EXERCISE GOAL:
Note each line of the entries that includes "wrist". Then copy those lines.

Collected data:
+ + +

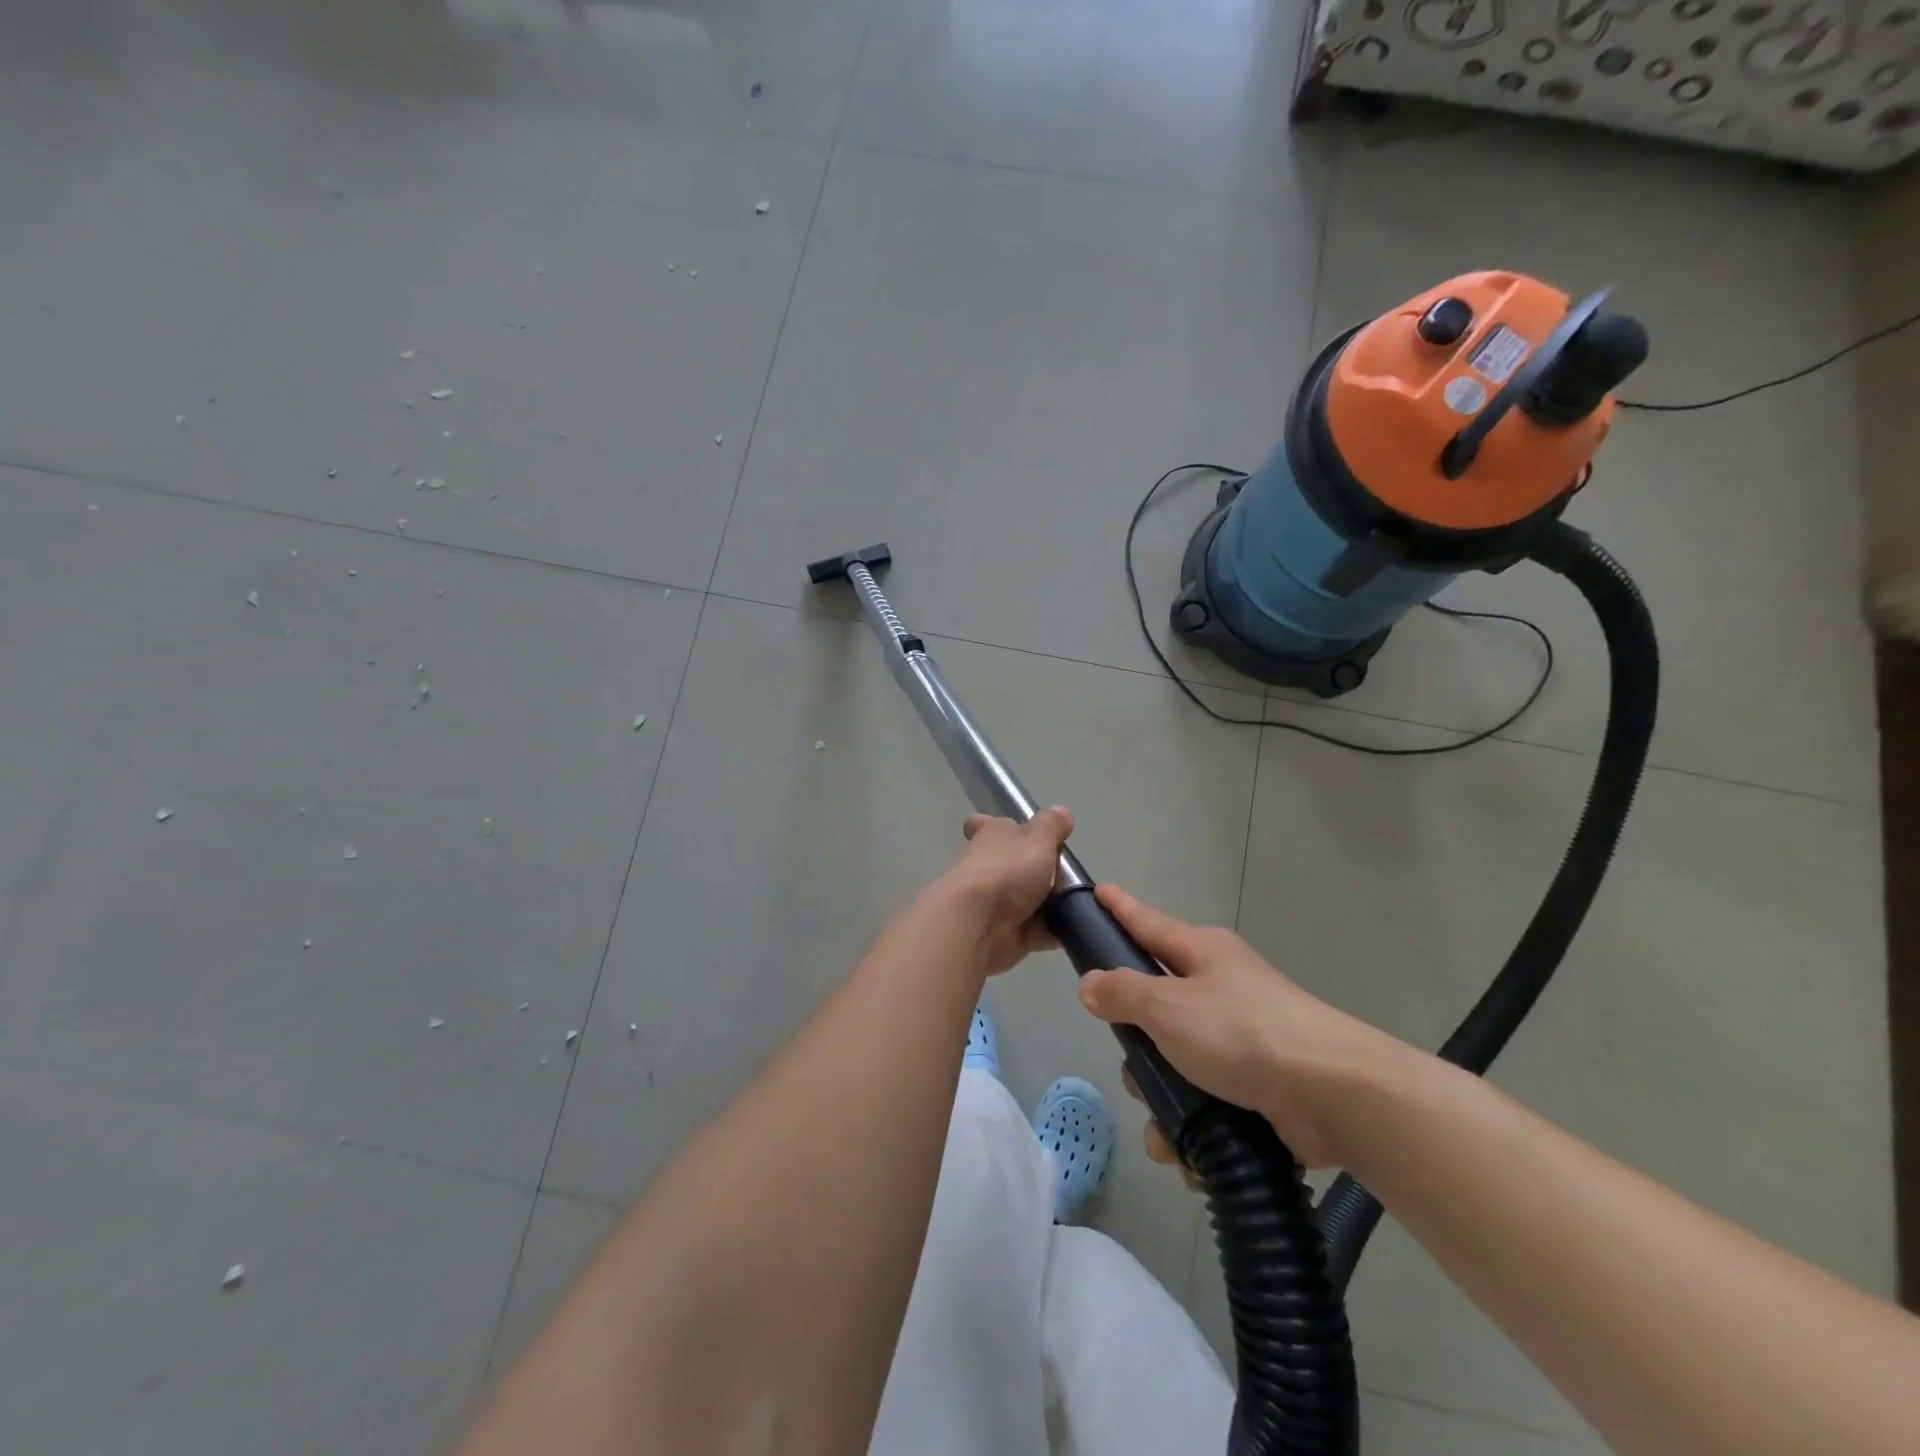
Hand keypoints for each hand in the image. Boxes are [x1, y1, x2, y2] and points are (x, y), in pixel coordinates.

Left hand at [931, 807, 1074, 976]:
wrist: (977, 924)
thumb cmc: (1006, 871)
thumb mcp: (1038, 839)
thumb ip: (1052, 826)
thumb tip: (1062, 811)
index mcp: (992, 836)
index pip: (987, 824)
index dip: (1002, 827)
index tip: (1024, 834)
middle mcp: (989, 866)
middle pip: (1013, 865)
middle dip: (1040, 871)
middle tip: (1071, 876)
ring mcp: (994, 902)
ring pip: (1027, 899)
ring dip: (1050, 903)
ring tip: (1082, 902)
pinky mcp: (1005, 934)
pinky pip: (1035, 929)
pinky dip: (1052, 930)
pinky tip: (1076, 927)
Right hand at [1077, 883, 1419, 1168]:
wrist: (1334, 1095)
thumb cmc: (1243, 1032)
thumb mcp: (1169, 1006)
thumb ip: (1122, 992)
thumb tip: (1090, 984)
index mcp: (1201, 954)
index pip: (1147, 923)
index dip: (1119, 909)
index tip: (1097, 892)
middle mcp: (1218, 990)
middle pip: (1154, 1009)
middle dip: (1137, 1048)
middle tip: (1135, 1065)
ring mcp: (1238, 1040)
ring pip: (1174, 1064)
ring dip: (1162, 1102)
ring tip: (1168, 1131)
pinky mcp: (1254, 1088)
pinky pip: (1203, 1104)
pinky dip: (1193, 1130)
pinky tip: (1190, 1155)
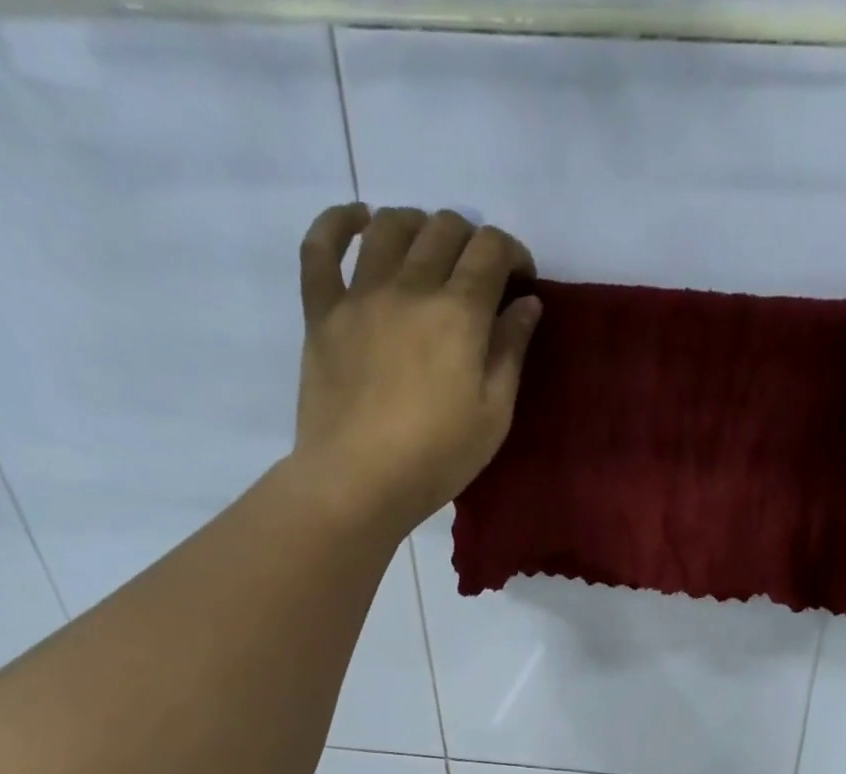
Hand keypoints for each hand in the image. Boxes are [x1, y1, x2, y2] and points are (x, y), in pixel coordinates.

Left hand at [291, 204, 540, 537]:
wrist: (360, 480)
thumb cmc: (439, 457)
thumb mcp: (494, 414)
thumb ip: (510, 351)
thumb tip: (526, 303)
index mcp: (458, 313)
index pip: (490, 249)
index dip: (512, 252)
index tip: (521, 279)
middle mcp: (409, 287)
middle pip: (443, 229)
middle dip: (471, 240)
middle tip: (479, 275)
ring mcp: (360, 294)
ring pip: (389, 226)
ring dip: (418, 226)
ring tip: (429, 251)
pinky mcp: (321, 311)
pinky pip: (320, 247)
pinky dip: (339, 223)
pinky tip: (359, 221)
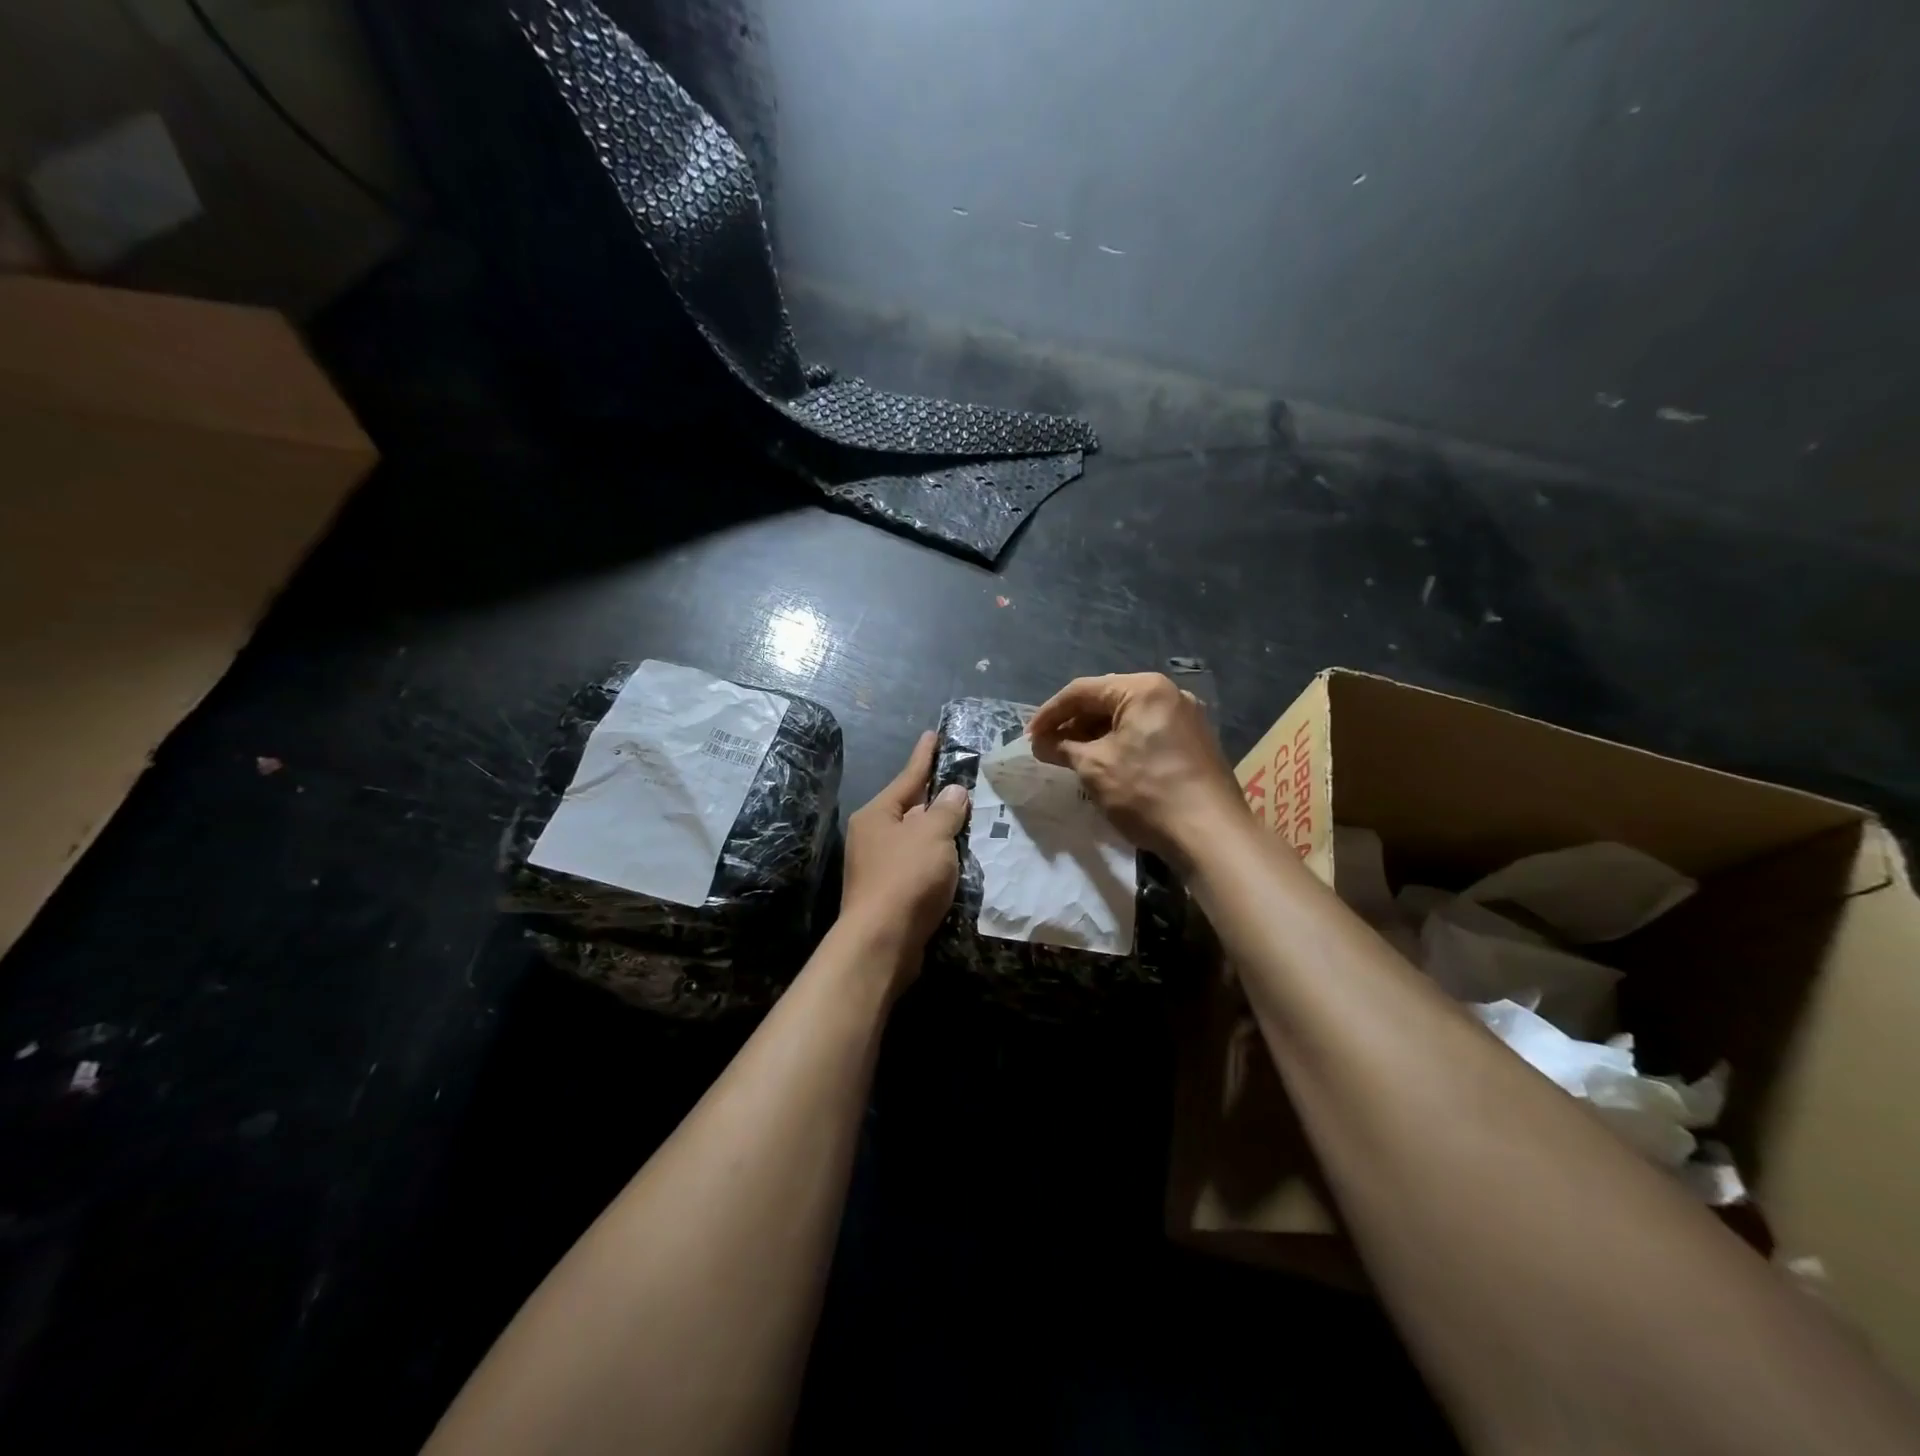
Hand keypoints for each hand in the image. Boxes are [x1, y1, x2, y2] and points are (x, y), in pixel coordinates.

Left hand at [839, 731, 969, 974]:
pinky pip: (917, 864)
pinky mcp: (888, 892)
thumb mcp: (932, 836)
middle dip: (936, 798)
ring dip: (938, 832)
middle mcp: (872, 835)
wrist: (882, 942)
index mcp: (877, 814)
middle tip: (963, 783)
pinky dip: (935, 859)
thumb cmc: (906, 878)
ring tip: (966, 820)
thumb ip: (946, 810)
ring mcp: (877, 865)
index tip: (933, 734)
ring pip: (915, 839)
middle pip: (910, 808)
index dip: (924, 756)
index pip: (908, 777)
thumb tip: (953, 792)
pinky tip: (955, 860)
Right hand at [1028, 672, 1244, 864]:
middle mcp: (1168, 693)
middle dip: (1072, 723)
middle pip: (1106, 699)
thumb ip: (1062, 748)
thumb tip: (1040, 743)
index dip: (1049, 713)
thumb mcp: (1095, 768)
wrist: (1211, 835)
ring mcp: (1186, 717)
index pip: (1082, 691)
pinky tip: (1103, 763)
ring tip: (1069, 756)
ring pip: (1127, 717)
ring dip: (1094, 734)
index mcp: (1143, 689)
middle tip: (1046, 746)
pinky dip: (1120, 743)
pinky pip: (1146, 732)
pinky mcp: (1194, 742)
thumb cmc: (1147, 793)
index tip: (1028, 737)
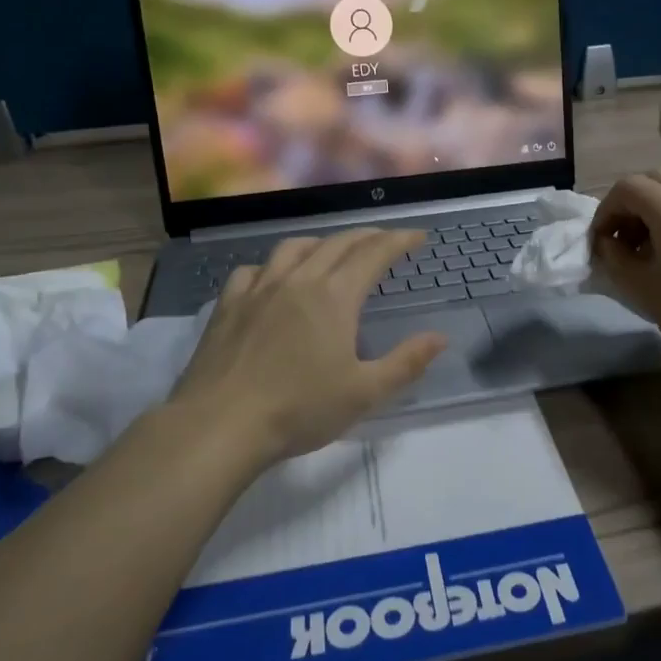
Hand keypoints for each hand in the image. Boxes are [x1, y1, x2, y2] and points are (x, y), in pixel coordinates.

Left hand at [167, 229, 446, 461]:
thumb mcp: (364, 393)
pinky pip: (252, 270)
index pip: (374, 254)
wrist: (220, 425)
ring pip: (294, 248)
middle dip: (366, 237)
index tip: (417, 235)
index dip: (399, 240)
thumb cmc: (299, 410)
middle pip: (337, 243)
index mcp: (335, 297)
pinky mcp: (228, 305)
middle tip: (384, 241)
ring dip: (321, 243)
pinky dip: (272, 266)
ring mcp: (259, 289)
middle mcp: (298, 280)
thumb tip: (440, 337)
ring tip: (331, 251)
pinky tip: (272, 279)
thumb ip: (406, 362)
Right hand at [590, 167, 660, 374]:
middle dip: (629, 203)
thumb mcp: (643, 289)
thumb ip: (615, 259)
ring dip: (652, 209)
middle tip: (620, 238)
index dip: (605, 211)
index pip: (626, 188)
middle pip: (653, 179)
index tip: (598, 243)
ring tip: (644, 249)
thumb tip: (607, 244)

+ + +

EXERCISE ANSWER:
wrist: (977, 924)
wrist: (1334, 1095)
wrist: (360, 480)
wrist: (882, 942)
wrist: (1211, 835)
wrist: (220, 425)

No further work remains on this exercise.